Mohammed Rafi My Abba: A Memoir by Yasmin Khalid Rafi; Tranquebar Press; 204 pages; Rs 250
In this country of almost a billion and a quarter you might find some people who have not heard of Mohammed Rafi. In such a scenario, My Abba: A Memoir, a book on the great singer written by his daughter-in-law Yasmin Khalid Rafi in its stream of conscience kind of technique, connects one to his life like no other book. Yasmin is writing about someone she idolised and loved, like only a daughter can. When she talks of him, a jumble of memories comes rushing back and surrounds her—the songs she liked, the music directors who worked with Rafi Saheb, his simplicity, his generousness, his love for his family, his insecurities, his inability to be flamboyant, the metamorphosis that transformed him into a great performer the moment he set foot on the stage.

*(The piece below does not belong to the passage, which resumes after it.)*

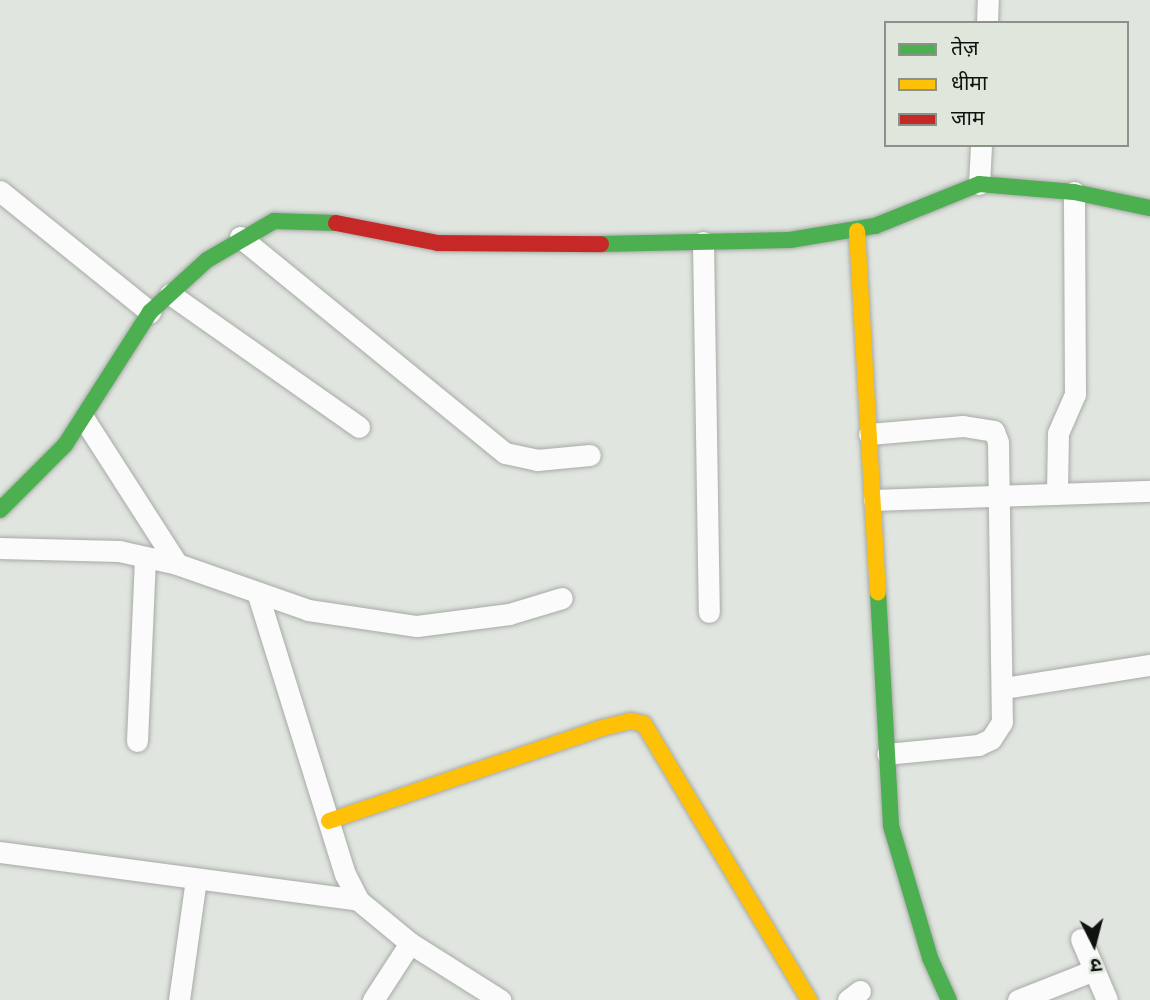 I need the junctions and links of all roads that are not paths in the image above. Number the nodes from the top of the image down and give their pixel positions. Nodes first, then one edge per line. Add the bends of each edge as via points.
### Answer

Yasmin led a privileged life; she grew up loving the voice of Mohammed Rafi. While she listened to his magnificent voice, she created a mental image of the man who could always create magic with his incredible voice. A few years later, she got married to Mohammed Rafi’s favourite son. Her joy knew no bounds despite the fact that Khalid lived in London and she had to leave her family and India, she didn’t seem to be overly anxious about going to a strange land. She kept travelling back and in the 70s when Rafi Saheb began to visit London regularly, she got to spend more time with her parents-in-law.
My Abba talks about the man, his background, his deeply religious family, where singing and music were hardly the kinds of things that one indulged in. It also talks about the man who prayed regularly, fasted, performed the Haj, sang Hamds in praise of Allah and Na’ats in praise of Prophet Mohammad, was keen to sing at the shrine of a Sufi and when security concerns denied him the opportunity, was at ease singing late into the night at a friend’s house. The man could also be deeply hurt when his contribution to a mosque was not accepted because he had earned it through singing and in his hurt asked, “Who gave me this voice if not Allah?”
The book makes no attempt to be an “objective” soulless account of birth, childhood, education, struggle, success and the painful passing away kind of biography. It is a biography in the style of tazkirahs that have been written in Urdu and in Hindi about the well-known and the famous. It is also a biography of Yasmin. My Abba was not written in English. It was written because Yasmin’s children wanted her to put together her memories of her father-in-law. Yasmin did it in the only way she could, placing her memories, her observations of Rafi saheb, the man, the performer, the Sufi, the simple uncomplicated man who could not nurse a grudge, at times not even charging money for a song because the producers or the director told him that they had no money.